# [What you have to do]
The expected response is a copy of every line in the entries below that includes the word "label".
(Records supplied)
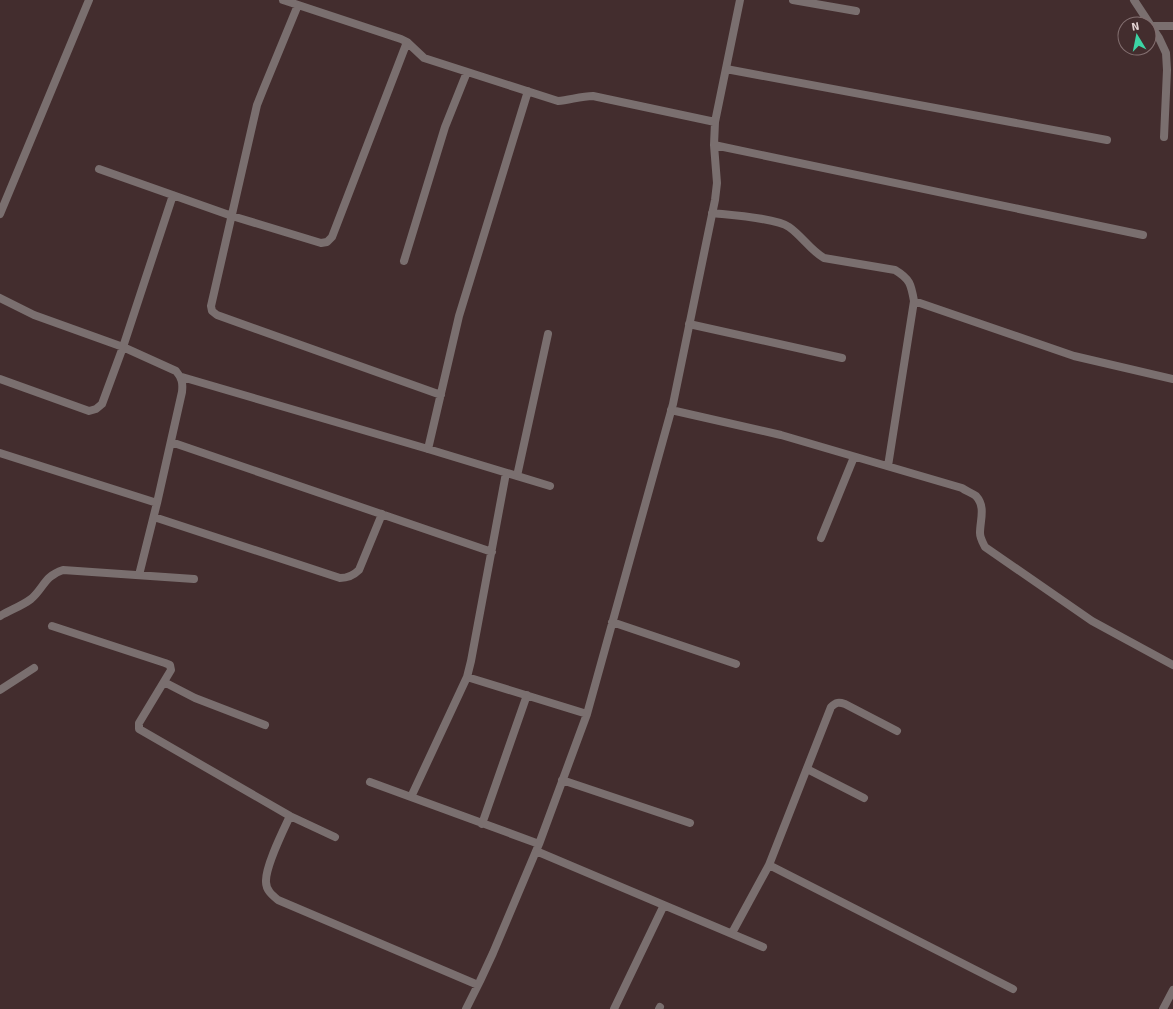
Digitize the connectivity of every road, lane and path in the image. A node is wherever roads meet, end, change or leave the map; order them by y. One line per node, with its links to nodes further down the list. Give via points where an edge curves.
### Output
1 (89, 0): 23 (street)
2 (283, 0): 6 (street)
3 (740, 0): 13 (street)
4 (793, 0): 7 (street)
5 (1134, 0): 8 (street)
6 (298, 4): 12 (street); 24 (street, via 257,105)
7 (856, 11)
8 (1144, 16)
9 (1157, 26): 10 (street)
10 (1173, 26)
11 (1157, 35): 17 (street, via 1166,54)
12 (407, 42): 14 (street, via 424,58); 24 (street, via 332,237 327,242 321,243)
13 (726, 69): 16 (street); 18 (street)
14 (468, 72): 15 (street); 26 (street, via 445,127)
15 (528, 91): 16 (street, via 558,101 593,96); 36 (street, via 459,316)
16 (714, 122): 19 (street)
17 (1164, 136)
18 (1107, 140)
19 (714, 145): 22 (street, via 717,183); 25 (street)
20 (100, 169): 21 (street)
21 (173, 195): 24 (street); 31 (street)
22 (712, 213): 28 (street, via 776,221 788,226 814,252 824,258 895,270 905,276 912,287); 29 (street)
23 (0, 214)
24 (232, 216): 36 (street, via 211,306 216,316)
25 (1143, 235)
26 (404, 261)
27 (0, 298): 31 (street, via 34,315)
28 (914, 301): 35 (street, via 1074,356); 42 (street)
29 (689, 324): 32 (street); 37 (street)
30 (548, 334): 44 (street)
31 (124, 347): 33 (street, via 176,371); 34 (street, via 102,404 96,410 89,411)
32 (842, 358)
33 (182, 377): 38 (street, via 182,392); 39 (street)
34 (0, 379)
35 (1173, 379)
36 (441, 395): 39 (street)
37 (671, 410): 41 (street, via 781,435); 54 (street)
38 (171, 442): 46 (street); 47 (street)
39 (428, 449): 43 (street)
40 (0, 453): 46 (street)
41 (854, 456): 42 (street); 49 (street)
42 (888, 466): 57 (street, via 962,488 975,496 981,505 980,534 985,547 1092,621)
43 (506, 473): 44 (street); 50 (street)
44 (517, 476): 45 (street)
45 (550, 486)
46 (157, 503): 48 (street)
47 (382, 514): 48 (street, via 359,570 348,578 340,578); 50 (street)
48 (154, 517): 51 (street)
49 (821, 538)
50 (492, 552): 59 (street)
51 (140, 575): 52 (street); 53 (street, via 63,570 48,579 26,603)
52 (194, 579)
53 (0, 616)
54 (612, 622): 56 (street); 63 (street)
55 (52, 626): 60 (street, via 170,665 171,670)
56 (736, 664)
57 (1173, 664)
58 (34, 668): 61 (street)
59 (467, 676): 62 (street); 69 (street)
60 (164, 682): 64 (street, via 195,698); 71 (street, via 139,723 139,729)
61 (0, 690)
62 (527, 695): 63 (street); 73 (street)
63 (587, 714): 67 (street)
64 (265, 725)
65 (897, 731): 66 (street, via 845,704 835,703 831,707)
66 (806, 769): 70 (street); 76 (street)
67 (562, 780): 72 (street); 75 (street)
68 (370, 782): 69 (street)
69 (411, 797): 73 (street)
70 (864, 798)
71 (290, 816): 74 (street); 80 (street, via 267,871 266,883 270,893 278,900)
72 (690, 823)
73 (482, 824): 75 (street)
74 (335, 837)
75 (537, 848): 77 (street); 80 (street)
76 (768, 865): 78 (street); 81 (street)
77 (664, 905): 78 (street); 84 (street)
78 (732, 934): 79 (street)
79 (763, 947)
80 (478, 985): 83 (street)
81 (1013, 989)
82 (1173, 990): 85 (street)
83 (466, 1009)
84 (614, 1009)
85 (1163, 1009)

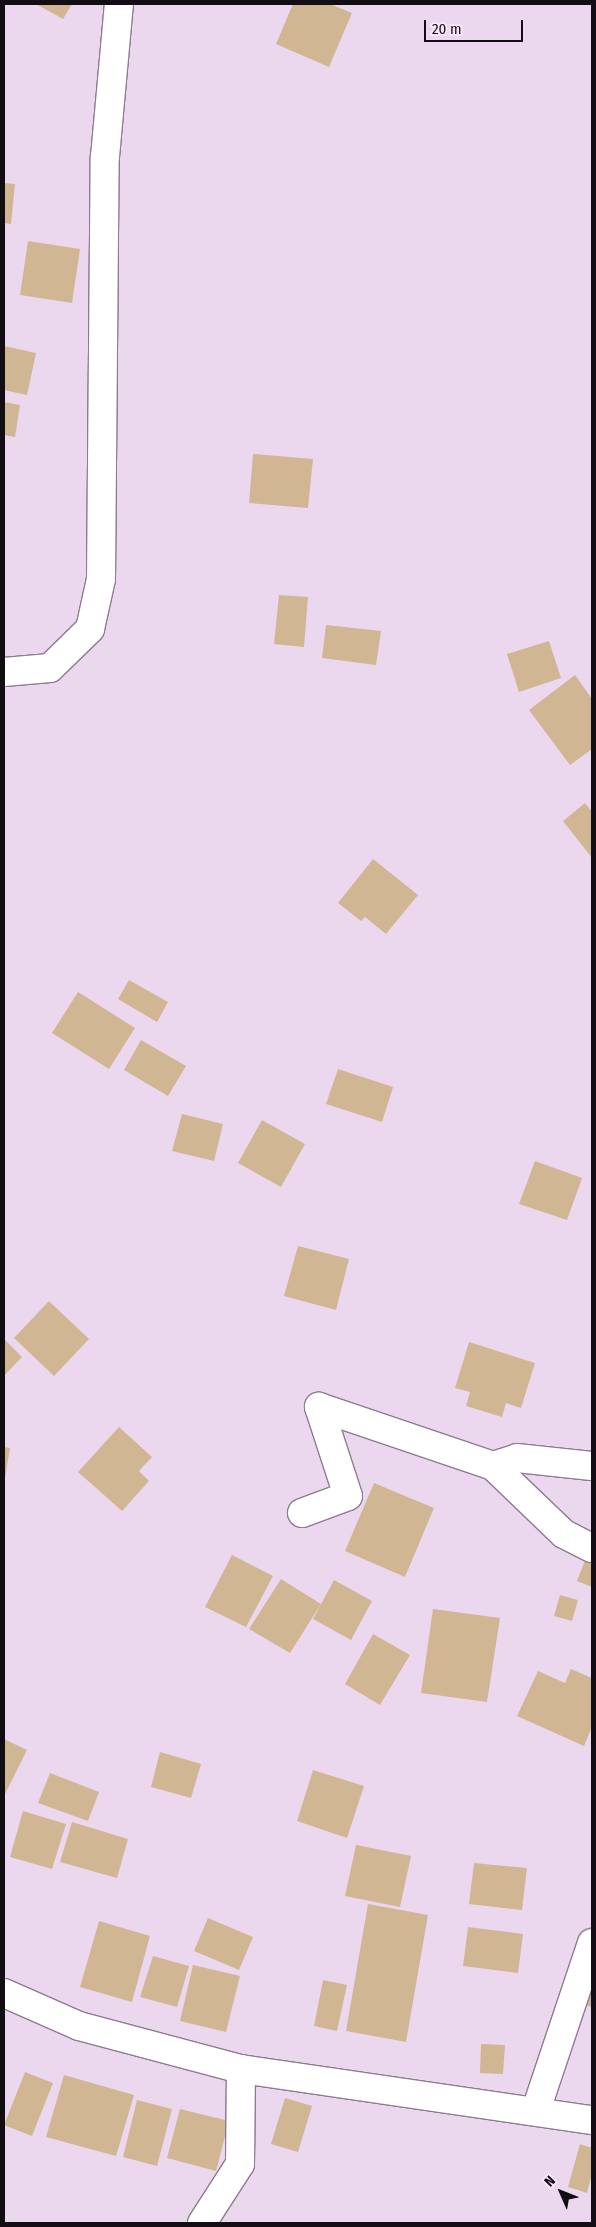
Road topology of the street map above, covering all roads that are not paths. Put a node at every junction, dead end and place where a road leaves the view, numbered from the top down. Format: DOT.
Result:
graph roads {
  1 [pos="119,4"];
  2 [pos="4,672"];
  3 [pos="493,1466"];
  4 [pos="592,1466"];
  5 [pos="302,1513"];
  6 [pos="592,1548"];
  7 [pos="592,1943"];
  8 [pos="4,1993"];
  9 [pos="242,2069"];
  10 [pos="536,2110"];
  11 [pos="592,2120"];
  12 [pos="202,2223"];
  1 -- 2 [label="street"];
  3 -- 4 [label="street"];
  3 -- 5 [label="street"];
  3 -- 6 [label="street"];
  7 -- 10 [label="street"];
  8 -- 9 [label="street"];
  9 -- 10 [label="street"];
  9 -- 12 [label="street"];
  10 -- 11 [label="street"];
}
(End Records supplied)
# [Response area]
  1 -- 2 [label="street"];
  3 -- 4 [label="street"];
  3 -- 5 [label="street"];
  3 -- 6 [label="street"];
  7 -- 10 [label="street"];
  8 -- 9 [label="street"];
  9 -- 10 [label="street"];
  9 -- 12 [label="street"];
  10 -- 11 [label="street"];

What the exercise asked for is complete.